Validation of the NCI Colorectal Cancer Risk Assessment Tool for baseline advanced neoplasia in a veterans cohort.
Musselwhite, LW; Redding, TS; Hauser, ER; Lieberman, DA; Provenzale, DT
Published in: Journal of Clinical Oncology
521 Background: Tailoring screening strategy to colorectal cancer (CRC) risk may improve efficiency for all stakeholders. We applied the National Cancer Institute (NCI) CRC Risk Assessment Tool, which calculates 5-10-year, and 20-year absolute risk of colorectal cancer to determine whether it could be used to predict baseline risk of colorectal cancer precursors in a Veterans cohort undergoing first screening colonoscopy. Methods: This was a prospective evaluation of whether the NCI CRC Risk Assessment Tool which offers an absolute risk over time, could be used to estimate baseline cancerous precursors (advanced neoplasia) in Veterans undergoing first screening colonoscopy. Family, medical, dietary and physical activity histories were collected at the time of screening colonoscopy and used to calculate absolute 5, 10, and 20-year CRC risk, and to compare estimated CRC risk to observed AN. Sensitivity analyses were performed. Results: Of 3,121 Veterans undergoing screening colonoscopy, 94% had complete data available to calculate risk (N = 2,934, median age 63 years, 100% men, and 15% minorities). 11% (N = 313) were diagnosed with AN on baseline screening colonoscopy. The area under the curve for predicting AN was 0.60 (95% CI; 0.57-0.63, p < 0.0001) at 5 years, 0.60 (95% CI, 0.57-0.63, p < 0.0001) at 10 years and 0.58 (95% CI, 0.54-0.61, p < 0.0001) at 20 years. At 5 years, we calculated the sensitivity (0.18, 95% CI; 0.14-0.22), specificity (0.91, 95% CI; 0.90-0.92) positive predictive value (0.19, 95% CI; 0.15-0.24) and negative predictive value (0.90, 95% CI; 0.89-0.91) considering the top 10 percentile of risk tool scores as a positive result.
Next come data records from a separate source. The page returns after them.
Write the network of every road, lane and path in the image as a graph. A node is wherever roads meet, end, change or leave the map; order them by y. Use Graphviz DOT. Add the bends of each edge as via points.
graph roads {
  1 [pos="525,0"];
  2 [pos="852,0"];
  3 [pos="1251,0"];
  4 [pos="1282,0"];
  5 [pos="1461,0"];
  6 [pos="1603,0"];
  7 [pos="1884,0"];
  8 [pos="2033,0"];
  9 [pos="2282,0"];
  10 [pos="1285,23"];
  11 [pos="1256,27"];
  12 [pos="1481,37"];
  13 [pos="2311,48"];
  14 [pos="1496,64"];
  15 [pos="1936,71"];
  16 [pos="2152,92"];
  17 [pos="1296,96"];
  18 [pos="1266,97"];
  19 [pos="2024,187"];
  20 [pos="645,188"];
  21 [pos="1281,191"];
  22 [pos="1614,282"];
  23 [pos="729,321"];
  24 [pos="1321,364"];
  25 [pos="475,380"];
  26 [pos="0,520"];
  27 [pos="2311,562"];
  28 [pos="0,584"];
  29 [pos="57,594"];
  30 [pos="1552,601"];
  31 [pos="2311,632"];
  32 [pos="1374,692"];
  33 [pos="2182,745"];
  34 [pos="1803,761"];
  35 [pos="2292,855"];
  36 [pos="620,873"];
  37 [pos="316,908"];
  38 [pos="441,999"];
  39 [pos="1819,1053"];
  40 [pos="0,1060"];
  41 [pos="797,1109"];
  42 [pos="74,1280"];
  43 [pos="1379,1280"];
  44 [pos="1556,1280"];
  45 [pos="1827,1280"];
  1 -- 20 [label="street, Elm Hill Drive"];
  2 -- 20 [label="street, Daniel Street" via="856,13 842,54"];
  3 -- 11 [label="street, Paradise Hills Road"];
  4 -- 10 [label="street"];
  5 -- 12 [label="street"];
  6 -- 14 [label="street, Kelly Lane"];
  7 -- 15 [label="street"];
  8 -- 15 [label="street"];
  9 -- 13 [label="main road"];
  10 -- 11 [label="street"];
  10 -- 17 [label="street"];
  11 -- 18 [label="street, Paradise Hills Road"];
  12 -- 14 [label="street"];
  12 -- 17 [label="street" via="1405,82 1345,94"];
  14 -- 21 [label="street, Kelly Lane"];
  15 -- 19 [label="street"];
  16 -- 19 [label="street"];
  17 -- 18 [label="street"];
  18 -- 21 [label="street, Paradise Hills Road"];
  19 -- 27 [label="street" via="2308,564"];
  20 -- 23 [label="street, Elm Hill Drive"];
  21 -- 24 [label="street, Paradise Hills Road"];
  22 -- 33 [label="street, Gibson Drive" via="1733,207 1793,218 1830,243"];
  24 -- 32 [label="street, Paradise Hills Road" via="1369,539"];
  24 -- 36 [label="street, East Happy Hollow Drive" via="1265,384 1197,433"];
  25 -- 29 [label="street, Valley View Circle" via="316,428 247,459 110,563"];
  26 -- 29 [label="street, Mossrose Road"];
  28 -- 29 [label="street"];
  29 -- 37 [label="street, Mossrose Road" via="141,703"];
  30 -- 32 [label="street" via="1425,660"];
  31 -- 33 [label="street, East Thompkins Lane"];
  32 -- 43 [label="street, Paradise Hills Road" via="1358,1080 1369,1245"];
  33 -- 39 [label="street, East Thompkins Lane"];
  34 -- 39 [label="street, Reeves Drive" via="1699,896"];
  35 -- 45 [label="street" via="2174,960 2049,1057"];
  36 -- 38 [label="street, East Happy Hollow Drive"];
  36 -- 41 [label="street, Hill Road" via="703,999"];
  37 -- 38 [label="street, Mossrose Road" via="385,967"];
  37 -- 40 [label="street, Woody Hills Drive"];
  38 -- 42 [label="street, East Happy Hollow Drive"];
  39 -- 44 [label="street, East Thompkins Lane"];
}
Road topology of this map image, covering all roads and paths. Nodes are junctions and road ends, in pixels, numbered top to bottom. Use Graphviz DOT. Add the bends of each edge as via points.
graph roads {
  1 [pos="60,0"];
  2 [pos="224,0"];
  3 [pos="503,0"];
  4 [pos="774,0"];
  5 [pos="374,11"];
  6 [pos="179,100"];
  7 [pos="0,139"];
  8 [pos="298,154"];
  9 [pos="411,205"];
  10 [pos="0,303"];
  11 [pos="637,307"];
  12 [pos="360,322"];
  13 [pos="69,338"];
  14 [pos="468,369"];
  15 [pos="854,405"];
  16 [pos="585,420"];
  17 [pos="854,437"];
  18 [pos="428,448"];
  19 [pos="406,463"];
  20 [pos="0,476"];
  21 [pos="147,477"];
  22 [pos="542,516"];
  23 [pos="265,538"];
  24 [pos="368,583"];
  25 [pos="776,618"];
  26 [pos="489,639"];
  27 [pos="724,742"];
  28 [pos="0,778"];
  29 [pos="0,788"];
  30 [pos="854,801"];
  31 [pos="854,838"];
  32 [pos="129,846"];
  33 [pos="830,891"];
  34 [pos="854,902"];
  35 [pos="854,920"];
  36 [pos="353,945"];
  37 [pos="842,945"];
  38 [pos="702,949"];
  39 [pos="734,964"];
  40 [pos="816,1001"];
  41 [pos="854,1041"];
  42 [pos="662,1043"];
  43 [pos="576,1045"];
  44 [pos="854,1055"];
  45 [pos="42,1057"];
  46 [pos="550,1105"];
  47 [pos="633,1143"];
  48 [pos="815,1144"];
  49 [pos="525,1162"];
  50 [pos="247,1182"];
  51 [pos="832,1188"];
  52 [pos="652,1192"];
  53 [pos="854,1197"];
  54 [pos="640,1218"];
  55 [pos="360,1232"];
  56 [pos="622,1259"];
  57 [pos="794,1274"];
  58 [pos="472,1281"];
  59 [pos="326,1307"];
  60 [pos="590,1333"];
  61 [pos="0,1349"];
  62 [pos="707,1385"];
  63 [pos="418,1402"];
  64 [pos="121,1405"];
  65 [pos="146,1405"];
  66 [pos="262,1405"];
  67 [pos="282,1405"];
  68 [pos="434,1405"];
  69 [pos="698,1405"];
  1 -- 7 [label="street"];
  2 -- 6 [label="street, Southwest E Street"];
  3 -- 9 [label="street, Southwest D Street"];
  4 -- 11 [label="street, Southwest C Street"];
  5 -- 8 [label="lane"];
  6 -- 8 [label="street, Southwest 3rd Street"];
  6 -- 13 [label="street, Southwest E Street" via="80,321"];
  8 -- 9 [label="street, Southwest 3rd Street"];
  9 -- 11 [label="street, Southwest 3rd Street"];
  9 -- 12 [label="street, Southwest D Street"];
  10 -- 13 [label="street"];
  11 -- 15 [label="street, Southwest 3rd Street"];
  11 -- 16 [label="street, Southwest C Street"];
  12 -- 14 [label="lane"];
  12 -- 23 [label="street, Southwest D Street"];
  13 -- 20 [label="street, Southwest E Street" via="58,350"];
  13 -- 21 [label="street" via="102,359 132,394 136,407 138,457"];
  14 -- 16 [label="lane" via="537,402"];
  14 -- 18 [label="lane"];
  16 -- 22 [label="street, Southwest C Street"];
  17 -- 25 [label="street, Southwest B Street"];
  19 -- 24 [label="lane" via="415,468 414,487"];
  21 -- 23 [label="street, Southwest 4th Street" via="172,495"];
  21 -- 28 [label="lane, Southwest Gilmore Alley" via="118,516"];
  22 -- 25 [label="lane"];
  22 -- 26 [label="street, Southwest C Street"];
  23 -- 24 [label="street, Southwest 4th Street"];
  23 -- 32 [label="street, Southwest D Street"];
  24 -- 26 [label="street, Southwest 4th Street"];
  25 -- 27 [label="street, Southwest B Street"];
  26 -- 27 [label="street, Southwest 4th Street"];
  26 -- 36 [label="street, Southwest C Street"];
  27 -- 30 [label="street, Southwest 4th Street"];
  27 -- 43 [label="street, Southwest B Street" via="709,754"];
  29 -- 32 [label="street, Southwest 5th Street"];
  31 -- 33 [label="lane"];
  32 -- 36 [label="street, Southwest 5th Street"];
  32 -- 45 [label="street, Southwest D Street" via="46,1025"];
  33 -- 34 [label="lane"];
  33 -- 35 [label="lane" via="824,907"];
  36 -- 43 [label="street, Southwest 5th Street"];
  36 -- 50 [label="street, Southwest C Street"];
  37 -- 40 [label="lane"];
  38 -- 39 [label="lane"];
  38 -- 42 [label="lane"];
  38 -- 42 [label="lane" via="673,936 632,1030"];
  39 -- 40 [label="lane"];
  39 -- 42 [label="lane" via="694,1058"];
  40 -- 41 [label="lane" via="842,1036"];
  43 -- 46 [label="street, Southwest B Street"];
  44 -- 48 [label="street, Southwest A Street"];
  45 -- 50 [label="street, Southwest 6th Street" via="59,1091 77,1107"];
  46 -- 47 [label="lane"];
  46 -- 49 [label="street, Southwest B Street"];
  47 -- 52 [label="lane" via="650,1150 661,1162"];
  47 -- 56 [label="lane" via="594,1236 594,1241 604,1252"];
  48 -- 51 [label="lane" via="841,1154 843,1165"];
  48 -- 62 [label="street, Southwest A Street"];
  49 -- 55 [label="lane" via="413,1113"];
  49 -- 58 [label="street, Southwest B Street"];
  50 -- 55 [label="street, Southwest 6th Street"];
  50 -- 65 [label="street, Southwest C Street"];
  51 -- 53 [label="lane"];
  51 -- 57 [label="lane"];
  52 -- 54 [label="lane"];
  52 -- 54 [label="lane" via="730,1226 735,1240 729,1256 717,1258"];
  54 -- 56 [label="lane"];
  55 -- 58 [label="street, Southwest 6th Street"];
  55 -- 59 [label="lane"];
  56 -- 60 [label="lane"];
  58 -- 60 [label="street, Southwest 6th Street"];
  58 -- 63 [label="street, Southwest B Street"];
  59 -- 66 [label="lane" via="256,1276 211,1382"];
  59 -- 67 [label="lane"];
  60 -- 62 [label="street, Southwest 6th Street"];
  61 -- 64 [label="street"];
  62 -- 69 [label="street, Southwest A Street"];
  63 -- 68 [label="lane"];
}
Conclusions: The NCI CRC Risk Assessment Tool had modest discriminatory function for predicting AN risk at 5, 10 and 20 years. The Tool’s specificity and negative predictive value were quite good, highlighting its usefulness in risk prediction. This tool may beused to inform the benefit-risk assessment of screening colonoscopy for patients with competing comorbidities.